Saturday, July 7, 2012

WHEN A MAN DOES TOO MUCH

 
Have you ever listened to a girlfriend tell you about her latest beau and all the great things he does for her? At first, you’re envious of the great places he’s squired her to. As you listen to her count off the extravagant gifts, flowers, cards, romantic texts, etc. you begin to wonder if it is too much, especially  since they’ve only been dating less than two weeks. What is wrong with this picture? Pretty much everything.

When a man or woman does too much coming out of the gate it should send up warning flags. It indicates several things, but the first is that your affections can be bought. Some people’s affections can be bought for a time. Why does he need to buy your affections you might ask? The answer is a simple one. He really has nothing else to offer, or so he thinks.  He could be covering up a major personality flaw, an addiction, even a wife with this lavish display of gifts and events. He hopes to win the girl over before the truth leaks out. Many men who practice the art of “too much” hope to marry the girl before she uncovers the real man.

Being flamboyant with gifts and dates is often a way a man temporarily satisfies a date without allowing her emotional closeness. Think about your friend’s big spender boyfriend. Does he ever talk about his childhood? Do you know anything about his current life, his hopes, and dreams? Probably not, because he doesn’t want intimacy; he may want companionship on his own terms. At best, it is a non-relationship.

The man may flit in and out of your life as he pleases, but feels like he can drop in whenever he pleases because he has invested so much money. Basically, the woman is a plaything. She needs to be there when he wants her to be. He really thought he guaranteed this with his flurry of romantic gestures. When a woman doesn’t respond in the way he thinks she should, he can be argumentative, even combative, and ultimately stalker-ish. Keep in mind, he believes he owns you.  Items you own don’t have a mind and do what they want so you shouldn’t either,

If you fall in with this type of a fellow, try not to fall hard. He may drop you as quickly as he picked you up. You may want to discard him once you see past all the extravagance. You may find that you are one of many. If your relationship should progress you may find you don’t really care for the man without the expensive trimmings. Many a young girl has married an older man after being successfully wooed with material goods. She might imagine a life filled with servants and exotic trips. It could happen, but usually doesn’t.

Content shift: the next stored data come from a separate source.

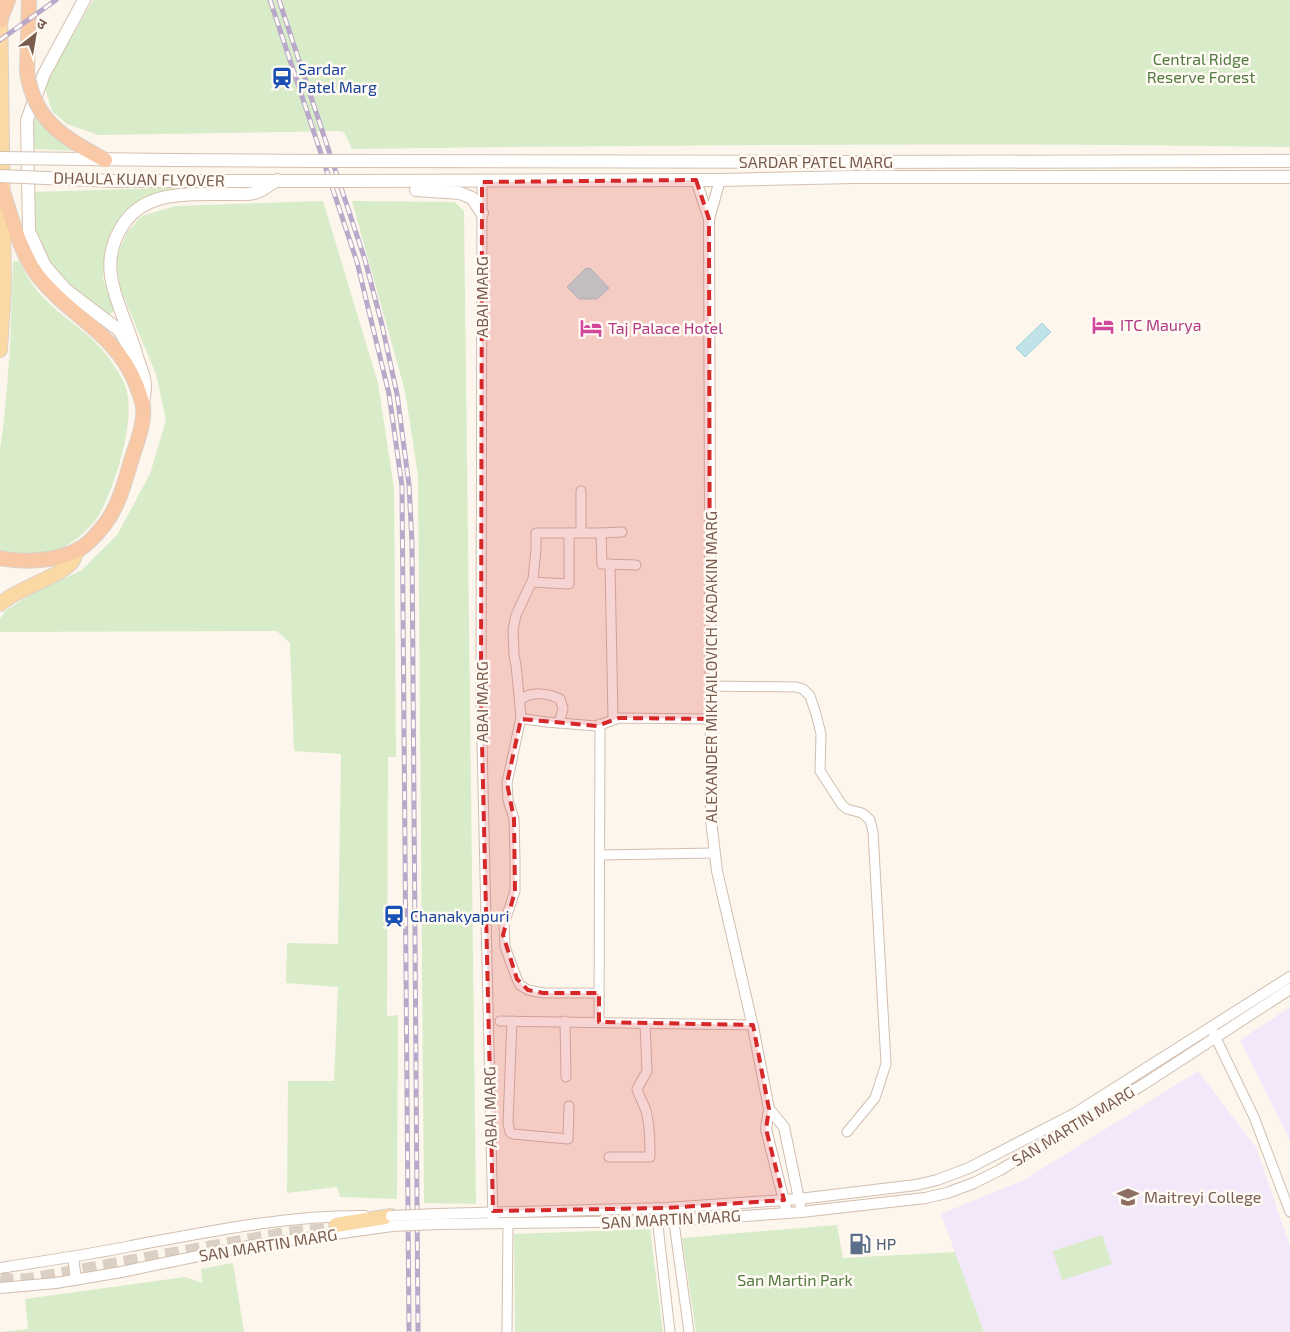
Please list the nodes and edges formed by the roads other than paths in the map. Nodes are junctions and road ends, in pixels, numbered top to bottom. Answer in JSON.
{"nodes":[{"id":1,"x":0,"y":0,"type":"edge"},
{"id":2,"x":8,"y":0,"type":"edge"},
{"id":3,"x":29,"y":0,"type":"edge"},
{"id":4,"x":84,"y":0,"type":"edge"},
{"id":5,"x":0,"y":20,"type":"edge"},
{"id":6,"x":0,"y":158,"type":"edge"},
{"id":7,"x":105,"y":160,"type":"junction"},
{"id":8,"x":311,"y":161,"type":"joint"},
{"id":9,"x":1290,"y":161,"type":"edge"},
{"id":10,"x":1290,"y":177,"type":"edge"},
{"id":11,"x":277,"y":180,"type":"junction"},
{"id":12,"x":696,"y":180,"type":"junction"},
{"id":13,"x":720,"y":180,"type":"junction"},
{"id":14,"x":349,"y":181,"type":"junction"},
{"id":15,"x":482,"y":182,"type":"junction"},
{"id":16,"x":1,"y":183,"type":"edge"},
{"id":17,"x":482,"y":213,"type":"junction"},
{"id":18,"x":709,"y":219,"type":"junction"},
{"id":19,"x":0,"y":350,"type":"edge"},
{"id":20,"x":139,"y":363,"type":"junction"},
{"id":21,"x":143,"y":406,"type":"junction"},
{"id":22,"x":581,"y":491,"type":"dead end"},
{"id":23,"x":622,"y":532,"type":"dead end"},
{"id":24,"x":569,"y":533,"type":"junction"},
{"id":25,"x":581,"y":533,"type":"junction"},
{"id":26,"x":601,"y":533,"type":"junction"},
{"id":27,"x":78,"y":549,"type":"junction"},
{"id":28,"x":0,"y":558,"type":"edge"},
{"id":29,"x":610,"y":564,"type":"junction"},
{"id":30,"x":636,"y":565,"type":"dead end"},
{"id":31,"x":532,"y":582,"type":"junction"},
{"id":32,"x":0,"y":604,"type":"edge"},
{"id":33,"x":710,"y":686,"type":"junction"},
{"id":34,"x":520,"y":700,"type":"junction"},
{"id":35,"x":521,"y":717,"type":"junction"},
{"id":36,"x":613,"y":719,"type":"junction"},
{"id":37,"x":710,"y":719,"type":"junction"},
{"id":38,"x":559,"y":723,"type":"junction"},
{"id":39,"x":600,"y":724,"type":"junction"},
{"id":40,"x":714,"y":853,"type":"junction"},
{"id":41,"x":600,"y":854,"type":"junction"},
{"id":42,"x":1290,"y":977,"type":"edge"},
{"id":43,"x":1290,"y":989,"type":"edge"},
{"id":44,"x":599,"y":993,"type":"junction"},
{"id":45,"x":500,"y":1021,"type":"dead end"},
{"id":46,"x":512,"y":1021,"type":"junction"},
{"id":47,"x":565,"y":1021,"type":"junction"},
{"id":48,"x":599,"y":1022,"type":"junction"},
{"id":49,"x":645,"y":1023,"type":"junction"},
{"id":50,"x":752,"y":1025,"type":"junction"},
{"id":51,"x":1213,"y":1032,"type":"junction"},
{"id":52,"x":566,"y":1077,"type":"dead end"},
{"id":53,"x":569,"y":1106,"type":"dead end"},
{"id":54,"x":769,"y":1109,"type":"junction"},
{"id":55,"x":847,"y":1132,"type":"dead end"},
{"id":56,"x":609,"y":1157,"type":"dead end"},
{"id":57,"x":799,"y":1199,"type":"junction"},
{"id":58,"x":784,"y":1200,"type":"junction"},
{"id":59,"x":656,"y":1208,"type":"junction"},
{"id":60,"x":672,"y":1208,"type":"junction"},
{"id":61,"x":493,"y":1211,"type":"junction"},
{"id":62,"x":801,"y":1212,"type":"junction"},
{"id":63,"x":1290,"y":1212,"type":"edge"},
{"id":64,"x":787,"y":1213,"type":"junction"},
{"id":65,"x":438,"y":1219,"type":"junction"},
{"id":66,"x":391,"y":1221,"type":"junction"},
{"id":67,"x":674,"y":1221,"type":"junction"},
{"id":68,"x":656,"y":1222,"type":"junction"},
{"id":69,"x":493,"y":1223,"type":"junction"},
{"id":70,"x":508,"y":1224,"type":"junction"},
{"id":71,"x":337,"y":1227,"type":"tunnel mouth"},
{"id":72,"x":73,"y":1257,"type":"junction"},
{"id":73,"x":0,"y":1268,"type":"edge"},
{"id":74,"x":76,"y":1280,"type":"junction"},
{"id":75,"x":0,"y":1288,"type":"edge"},
{"id":76,"x":507,"y":1332,"type":"edge"},
{"id":77,"x":670,"y":1332,"type":"edge"},
{"id":78,"x":689,"y":1332,"type":"edge"}],
"edges":[{"from":1,"to":5,"type":"main road"},
{"from":2,"to":5,"type":"highway"},
{"from":3,"to":7,"type":"highway","bridge":true},
{"from":4,"to":20,"type":"main road"},
{"from":5,"to":16,"type":"main road"},
{"from":6,"to":7,"type":"main road","name":"DHAULA KUAN FLYOVER","bridge":true},
{"from":7,"to":8,"type":"main road","name":"DHAULA KUAN FLYOVER","bridge":true},
{"from":8,"to":9,"type":"main road","name":"SARDAR PATEL MARG","bridge":true},
{"from":10,"to":13,"type":"main road","name":"SARDAR PATEL MARG"},
{"from":11,"to":14,"type":"main road","name":"DHAULA KUAN FLYOVER","bridge":true},
{"from":11,"to":16,"type":"main road","name":"DHAULA KUAN FLYOVER","bridge":true},
{"from":11,"to":20,"type":"main road"},
{"from":12,"to":13,"type":"main road","name":"SARDAR PATEL MARG"},
{"from":12,"to":15,"type":"main road","name":"SARDAR PATEL MARG"},
{"from":12,"to":18,"type":"street"},
{"from":13,"to":18,"type":"street"},
{"from":14,"to":15,"type":"main road","name":"SARDAR PATEL MARG"},
{"from":14,"to":17,"type":"main road"},
{"from":15,"to":17,"type":"street","name":"ABAI MARG"},
{"from":16,"to":19,"type":"main road"},
{"from":16,"to":21,"type":"highway"},
{"from":17,"to":61,"type":"street","name":"ABAI MARG"},
{"from":18,"to":33,"type":"street","name":"ALEXANDER MIKHAILOVICH KADAKIN MARG"},
{"from":20,"to":21,"type":"main road"},
{"from":21,"to":27,"type":"highway"},
{"from":22,"to":25,"type":"street"},
{"from":23,"to":26,"type":"street"},
{"from":24,"to":25,"type":"street"},
{"from":24,"to":31,"type":"street"},
{"from":24,"to":31,"type":"street"},
{"from":25,"to":26,"type":"street"},
{"from":26,"to":29,"type":"street"},
{"from":27,"to":28,"type":"highway"},
{"from":27,"to":32,"type":"main road"},
{"from":29,"to":30,"type":"street"},
{"from":29,"to":36,"type":"street"},
{"from":31,"to":34,"type":"street"},
{"from":33,"to":37,"type":"street","name":"ALEXANDER MIKHAILOVICH KADAKIN MARG"},
{"from":33,"to":55,"type":"street"},
{"from":34,"to":35,"type":"street"},
{"from":34,"to":38,"type":"street"},
{"from":35,"to":38,"type":"street"},
{"from":35,"to":44,"type":"street"},
{"from":36,"to":37,"type":"street"},
{"from":36,"to":39,"type":"street"},
{"from":37,"to":40,"type":"street","name":"ALEXANDER MIKHAILOVICH KADAKIN MARG"},
{"from":38,"to":39,"type":"street"},
{"from":39,"to":41,"type":"street"},
{"from":40,"to":41,"type":"street"},
{"from":40,"to":50,"type":"street","name":"ALEXANDER MIKHAILOVICH KADAKIN MARG"},
{"from":41,"to":44,"type":"street"},
{"from":42,"to":51,"type":"street","name":"SAN MARTIN MARG"},
{"from":43,"to":51,"type":"street","name":"SAN MARTIN MARG"},
{"from":44,"to":48,"type":"street"},
{"from":45,"to":46,"type":"street"},
{"from":46,"to":47,"type":"street"},
{"from":46,"to":53,"type":"street"},
{"from":47,"to":48,"type":"street"},
{"from":47,"to":52,"type":"street"},
{"from":48,"to":49,"type":"street"},
{"from":49,"to":50,"type":"street"},
{"from":49,"to":56,"type":"street"},
{"from":50,"to":54,"type":"street","name":"ALEXANDER MIKHAILOVICH KADAKIN MARG"},
{"from":51,"to":57,"type":"street","name":"SAN MARTIN MARG"},
{"from":51,"to":62,"type":"street","name":"SAN MARTIN MARG"},
{"from":51,"to":63,"type":"street"},
{"from":54,"to":57,"type":"street"},
{"from":54,"to":58,"type":"street"},
{"from":57,"to":58,"type":"street","name":"SAN MARTIN MARG"},
{"from":57,"to":62,"type":"street"},
{"from":58,"to":60,"type":"street","name":"SAN MARTIN MARG"},
{"from":58,"to":64,"type":"street"},
{"from":59,"to":60,"type":"street","name":"SAN MARTIN MARG"},
{"from":59,"to":61,"type":"street","name":"SAN MARTIN MARG"},
{"from":59,"to":68,"type":"street"},
{"from":60,"to":67,"type":"street"},
{"from":61,"to":65,"type":"street","name":"SAN MARTIN MARG"},
{"from":61,"to":69,"type":"street","name":"ABAI MARG"},
{"from":62,"to":64,"type":"street","name":"SAN MARTIN MARG"},
{"from":64,"to":67,"type":"street","name":"SAN MARTIN MARG"},
{"from":65,"to":66,"type":"street","name":"SAN MARTIN MARG","bridge":true},
{"from":65,"to":69,"type":"street","name":"SAN MARTIN MARG"},
{"from":66,"to":71,"type":"main road"},
{"from":66,"to":72,"type":"street","name":"SAN MARTIN MARG"},
{"from":66,"to":74,"type":"street","name":"SAN MARTIN MARG"},
{"from":67,"to":68,"type":"street","name":"SAN MARTIN MARG"},
{"from":67,"to":78,"type":"street"},
{"from":68,"to":70,"type":"street","name":"SAN MARTIN MARG"},
{"from":68,"to":77,"type":"street"},
{"from":69,"to":70,"type":"street","name":"SAN MARTIN MARG"},
{"from":70,"to":76,"type":"street"},
{"from":72,"to":73,"type":"street","name":"SAN MARTIN MARG"},
{"from":72,"to":74,"type":"street"},
{"from":74,"to":75,"type":"street","name":"SAN MARTIN MARG"}]}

Your life may turn out to be rather like the Tyler Perry movie, A FAMILY THAT PREYS. In the movie, a beautiful girl marries an attractive, wealthy man who showers her with gifts. She gets to live in a fancy house, hang with famous people, and get the crap beaten out of her on daily basis due to her husband’s jealousy. The movie sisters inform her she made the deal, and it isn’t that bad. The man acts the way he does because he feels like he bought his wife.

What it all boils down to is when a guy does too much from calling you all the time or giving you extravagant gifts, it is because he believes he is not enough. He knows from past experience that females tend to dump him when he’s himself. I am not saying they were right to do it, but that’s his experience. It also alludes to the fact that he regards people superficially. He is attracted to the woman because of how she looks or what she represents. This is not a man who is capable of having a deep relationship, nor does he want one.

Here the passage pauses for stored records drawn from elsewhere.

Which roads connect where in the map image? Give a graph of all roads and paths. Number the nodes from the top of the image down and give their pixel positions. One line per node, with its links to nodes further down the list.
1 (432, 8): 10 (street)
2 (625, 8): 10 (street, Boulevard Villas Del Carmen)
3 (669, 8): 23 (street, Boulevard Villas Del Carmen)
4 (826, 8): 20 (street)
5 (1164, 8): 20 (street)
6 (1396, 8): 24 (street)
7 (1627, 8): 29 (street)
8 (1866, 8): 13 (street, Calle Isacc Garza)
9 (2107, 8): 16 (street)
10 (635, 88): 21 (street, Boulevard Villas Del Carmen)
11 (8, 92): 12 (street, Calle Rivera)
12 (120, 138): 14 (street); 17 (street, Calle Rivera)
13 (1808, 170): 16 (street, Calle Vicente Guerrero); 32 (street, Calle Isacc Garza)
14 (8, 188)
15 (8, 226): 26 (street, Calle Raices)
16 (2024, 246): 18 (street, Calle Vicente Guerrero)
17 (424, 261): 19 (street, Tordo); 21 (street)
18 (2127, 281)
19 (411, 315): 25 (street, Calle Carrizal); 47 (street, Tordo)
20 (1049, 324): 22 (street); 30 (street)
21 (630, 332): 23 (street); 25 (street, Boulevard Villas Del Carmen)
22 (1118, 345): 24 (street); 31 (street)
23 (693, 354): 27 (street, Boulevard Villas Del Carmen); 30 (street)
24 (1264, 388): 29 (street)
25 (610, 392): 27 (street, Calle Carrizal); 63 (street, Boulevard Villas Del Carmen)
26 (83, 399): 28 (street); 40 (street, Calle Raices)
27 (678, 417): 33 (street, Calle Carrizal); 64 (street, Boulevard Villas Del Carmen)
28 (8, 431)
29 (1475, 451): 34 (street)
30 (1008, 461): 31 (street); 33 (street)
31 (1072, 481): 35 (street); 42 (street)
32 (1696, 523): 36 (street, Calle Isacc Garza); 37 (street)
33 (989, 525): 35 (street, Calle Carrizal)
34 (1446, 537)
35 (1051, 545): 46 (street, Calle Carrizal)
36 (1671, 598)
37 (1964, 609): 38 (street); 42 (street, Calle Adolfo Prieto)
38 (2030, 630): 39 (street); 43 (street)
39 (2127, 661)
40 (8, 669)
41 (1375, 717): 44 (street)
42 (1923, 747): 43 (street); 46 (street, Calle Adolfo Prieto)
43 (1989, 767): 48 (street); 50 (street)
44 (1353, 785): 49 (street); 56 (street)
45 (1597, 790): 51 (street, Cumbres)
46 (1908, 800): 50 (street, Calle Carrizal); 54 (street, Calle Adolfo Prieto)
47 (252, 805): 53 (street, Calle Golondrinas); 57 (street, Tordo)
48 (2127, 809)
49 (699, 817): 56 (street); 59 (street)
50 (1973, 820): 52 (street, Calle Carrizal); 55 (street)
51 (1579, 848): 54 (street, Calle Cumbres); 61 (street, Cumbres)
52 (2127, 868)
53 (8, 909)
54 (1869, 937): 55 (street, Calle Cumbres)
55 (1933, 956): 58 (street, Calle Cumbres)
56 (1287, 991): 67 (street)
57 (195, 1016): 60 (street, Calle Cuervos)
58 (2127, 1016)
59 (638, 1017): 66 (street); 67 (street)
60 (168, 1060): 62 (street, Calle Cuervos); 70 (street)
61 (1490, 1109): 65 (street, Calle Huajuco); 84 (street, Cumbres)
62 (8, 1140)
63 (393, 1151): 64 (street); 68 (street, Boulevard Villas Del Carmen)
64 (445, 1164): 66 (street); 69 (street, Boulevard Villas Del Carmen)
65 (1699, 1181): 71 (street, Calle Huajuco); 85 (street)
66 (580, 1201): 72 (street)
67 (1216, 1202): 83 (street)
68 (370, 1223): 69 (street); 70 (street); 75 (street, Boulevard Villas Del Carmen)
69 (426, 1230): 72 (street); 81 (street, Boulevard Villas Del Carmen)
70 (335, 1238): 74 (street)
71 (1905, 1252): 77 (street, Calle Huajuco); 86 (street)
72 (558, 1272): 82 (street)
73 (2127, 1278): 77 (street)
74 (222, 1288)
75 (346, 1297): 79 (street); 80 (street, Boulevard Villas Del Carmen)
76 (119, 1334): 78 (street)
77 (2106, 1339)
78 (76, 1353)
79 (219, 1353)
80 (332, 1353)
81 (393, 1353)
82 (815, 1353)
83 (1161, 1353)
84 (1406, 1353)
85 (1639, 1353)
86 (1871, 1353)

In the end, by doing too much at first he sets the bar too high for the rest of the relationship. Maybe he is a nice guy with not enough self-esteem and too much money. He attracts women who want everything he can shower on them, but when he stops showering them they’re gone. After a while, what would be special to almost any other woman is not special to his because she has had too much, too soon, and too long. It is old hat to her. In the end, she almost always leaves him for a different guy. Not because the new guy is better, or will do more things for her, but only because he’s new and that makes him special.

In my life, the extravagant gestures always covered up a mentally unstable man unable to develop a meaningful relationship. Guys worth knowing take more work. They don’t throw it out there all at once. Call it timing, but they leave you wanting more. When I met my beloved he traveled for work a great deal, which left me longing for his company, and not having it. I discovered the real him through email and phone calls that I may not have been able to if he played the extravagant gestures game. Later on when he indulged in a romantic endeavor it meant more because I knew who he was, and the depth of his feeling.

 So all in all, this is a cautionary tale for both men and women. Guys that do too much are either trying to buy you or cover up perceived inadequacies. (Usually we just refer to that as being too needy.) A woman who takes all a man has to give and just demands more will leave eventually. A normal woman might even ask a fellow to scale back on extravagant gestures, and work on doing average things. This is not a criticism, but a simple request. Believe it or not, women do like ordinary too, as opposed to too much.